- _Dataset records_
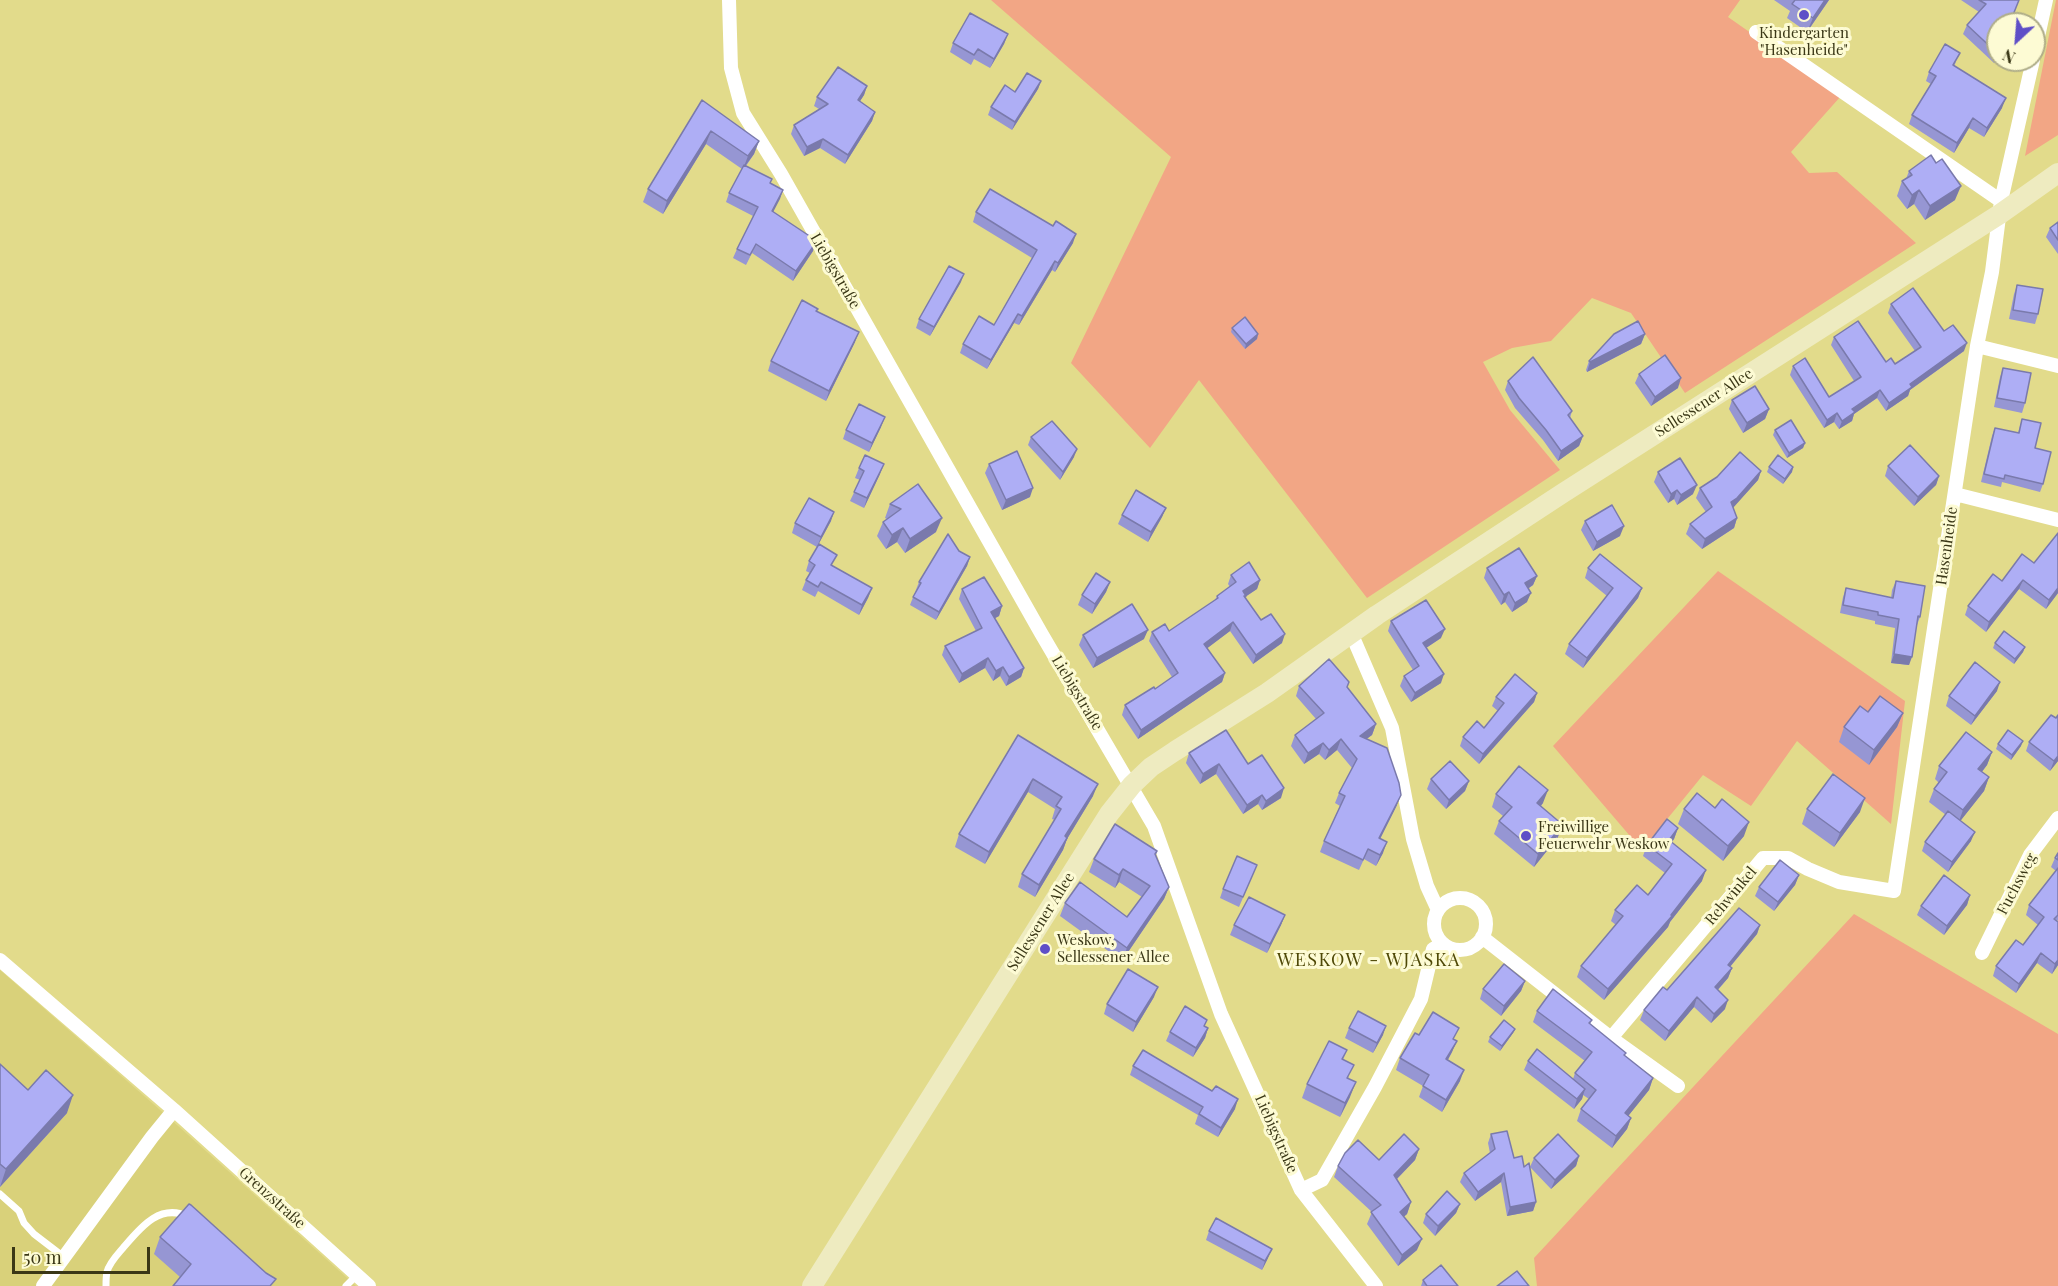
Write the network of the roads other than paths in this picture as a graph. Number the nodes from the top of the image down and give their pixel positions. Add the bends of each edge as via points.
1 (729, 0) edge
2 (1756, 32) dead end
3 (2030, 72) edge
4 (2058, 173) edge
5 (2000, 208) junction
6 (1977, 346) junction
7 (2058, 366) edge
8 (1955, 494) junction
9 (2058, 520) edge
10 (1352, 635) junction
11 (1132, 785) junction
12 (2058, 818) edge
13 (1894, 891) joint
14 (1438, 910) junction
15 (1482, 937) junction
16 (1443, 944) junction
17 (1982, 953) dead end
18 (0, 960) edge
19 (1611, 1038) junction
20 (1678, 1086) dead end
21 (174, 1110) junction
22 (1301, 1190) junction
23 (0, 1194) edge
24 (197, 1224) edge
25 (64, 1257) junction
26 (358, 1274) junction
27 (43, 1286) edge
28 (106, 1286) edge
29 (346, 1286) edge
30 (369, 1286) edge
31 (812, 1286) edge
32 (1376, 1286) edge

1 - 11 street, Liebigstraße via 731,68 743,113
2 - 5 street
3 - 5 street, Hasenheide
4 - 5 main road, Sellessener Allee
5 - 6 street, Hasenheide
5 - 10 main road, Sellessener Allee
6 - 7 street
6 - 8 street, Hasenheide
8 - 9 street
8 - 13 street, Hasenheide
10 - 11 main road, Sellessener Allee via 1151,767
10 - 14 street via 1392,728 1413,839
11 - 22 street, Liebigstraße via 1154,826 1221,1014
11 - 31 main road, Sellessener Allee via 1102,824
12 - 17 street, Fuchsweg via 2030,855
13 - 19 street, Rehwinkel via 1839,882 1788,858 1763,858
14 - 15 street via 1452,899 1469,900 1482,911
14 - 16 street via 1434,924
15 - 16 street via 1469,948
15 - 19 street
16 - 22 street via 1432,949 1421,999 1322,1180
18 - 21 street, Grenzstraße
19 - 20 street
21 - 25 street
21 - 26 street, Grenzstraße
22 - 32 street, Liebigstraße
23 - 25 lane via 19,1211 34,1234
24 - 28 lane via 178,1212 163,1213 142,1227 112,1261
25 - 27 street
26 - 29 lane
26 - 30 street, Grenzstraße

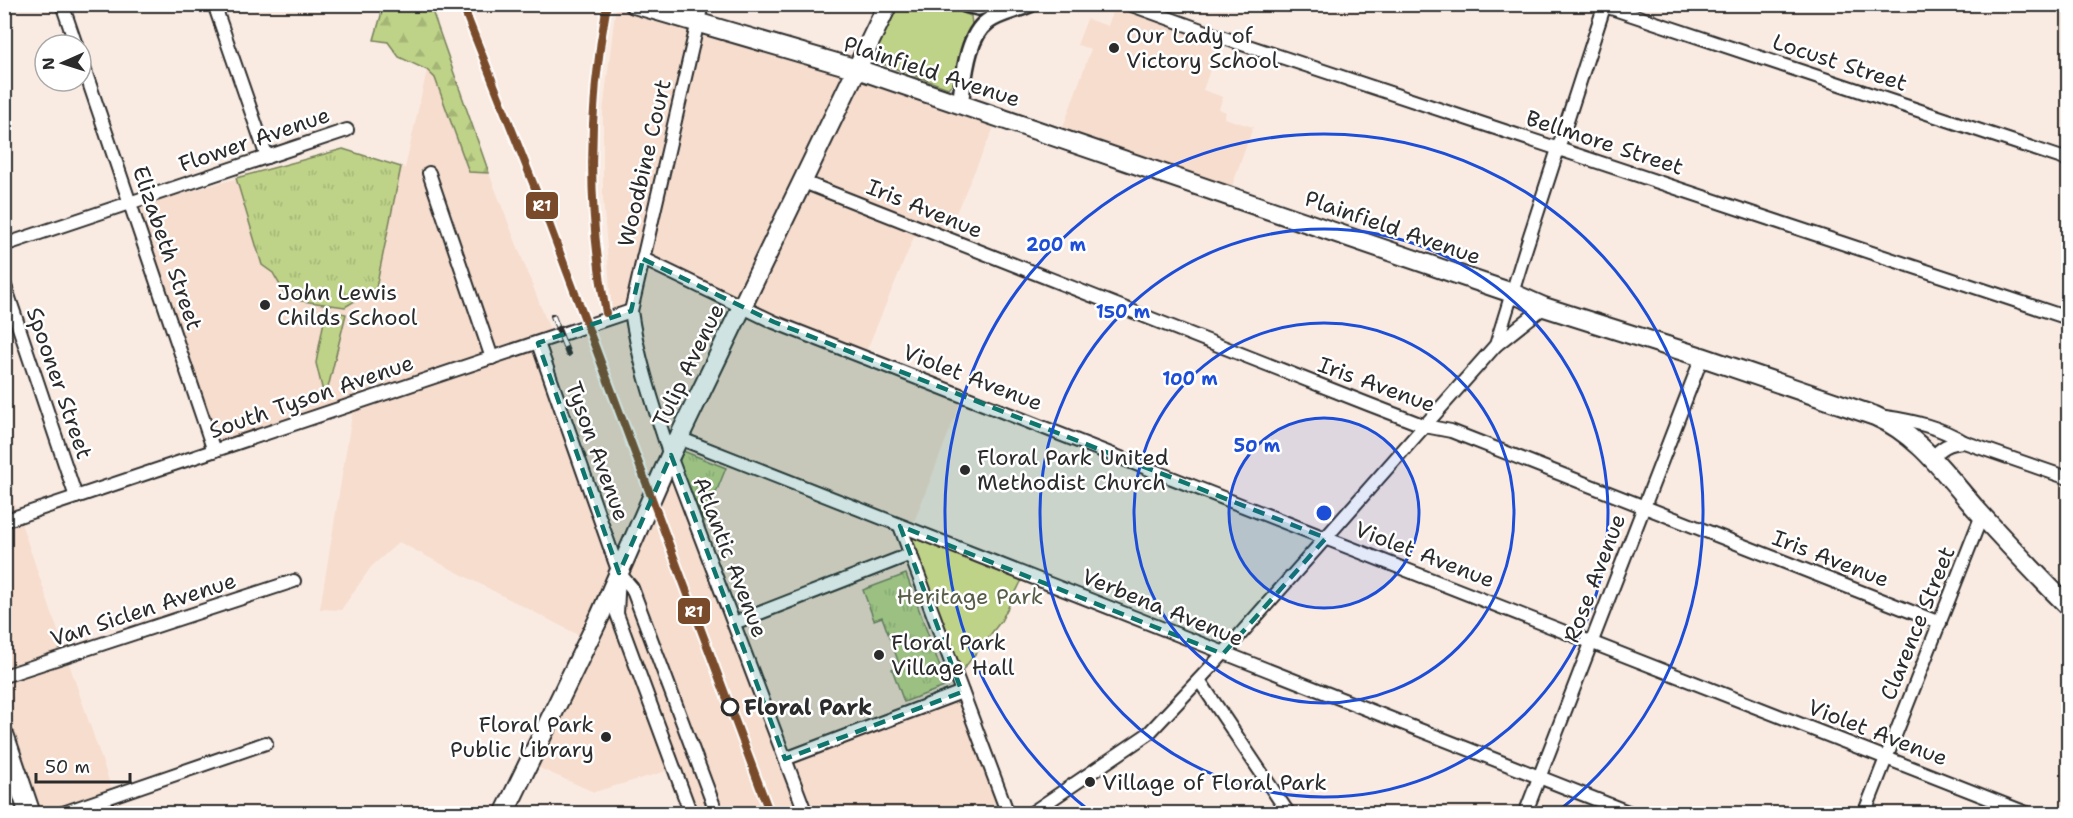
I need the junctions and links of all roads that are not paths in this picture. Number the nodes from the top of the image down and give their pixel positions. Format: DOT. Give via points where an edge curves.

- _About this exercise_
Repeat all the data as it stands, dropping any images it holds.

- _Answer space_
Write the network of the roads other than paths in this picture as a graph. Number the nodes from the top of the image down and give their pixel positions. Add the bends of each edge as via points.
1 (729, 0) edge
2 (1756, 32) dead end
3 (2030, 72) edge
4 (2058, 173) edge
5 (2000, 208) junction
6 (1977, 346) junction
7 (2058, 366) edge
8 (1955, 494) junction
9 (2058, 520) edge
10 (1352, 635) junction
11 (1132, 785) junction
12 (2058, 818) edge
13 (1894, 891) joint
14 (1438, 910) junction
15 (1482, 937) junction
16 (1443, 944) junction
17 (1982, 953) dead end
18 (0, 960) edge
19 (1611, 1038) junction
20 (1678, 1086) dead end
21 (174, 1110) junction
22 (1301, 1190) junction
23 (0, 1194) edge
24 (197, 1224) edge
25 (64, 1257) junction
26 (358, 1274) junction
27 (43, 1286) edge
28 (106, 1286) edge
29 (346, 1286) edge
30 (369, 1286) edge
31 (812, 1286) edge
32 (1376, 1286) edge

1 - 11 street, Liebigstraße via 731,68 743,113
2 - 5 street
3 - 5 street, Hasenheide
4 - 5 main road, Sellessener Allee
5 - 6 street, Hasenheide
5 - 10 main road, Sellessener Allee
6 - 7 street
6 - 8 street, Hasenheide
8 - 9 street
8 - 13 street, Hasenheide
10 - 11 main road, Sellessener Allee via 1151,767
10 - 14 street via 1392,728 1413,839
11 - 22 street, Liebigstraße via 1154,826 1221,1014
11 - 31 main road, Sellessener Allee via 1102,824
12 - 17 street, Fuchsweg via 2030,855
13 - 19 street, Rehwinkel via 1839,882 1788,858 1763,858
14 - 15 street via 1452,899 1469,900 1482,911
14 - 16 street via 1434,924
15 - 16 street via 1469,948
15 - 19 street
16 - 22 street via 1432,949 1421,999 1322,1180
18 - 21 street, Grenzstraße
19 - 20 street
21 - 25 street
21 - 26 street, Grenzstraße
22 - 32 street, Liebigstraße
23 - 25 lane via 19,1211 34,1234
24 - 28 lane via 178,1212 163,1213 142,1227 112,1261
25 - 27 street
26 - 29 lane
26 - 30 street, Grenzstraße

I need the junctions and links of all roads that are not paths in this picture. Number the nodes from the top of the image down and give their pixel positions. Format: DOT. Give via points where an edge curves.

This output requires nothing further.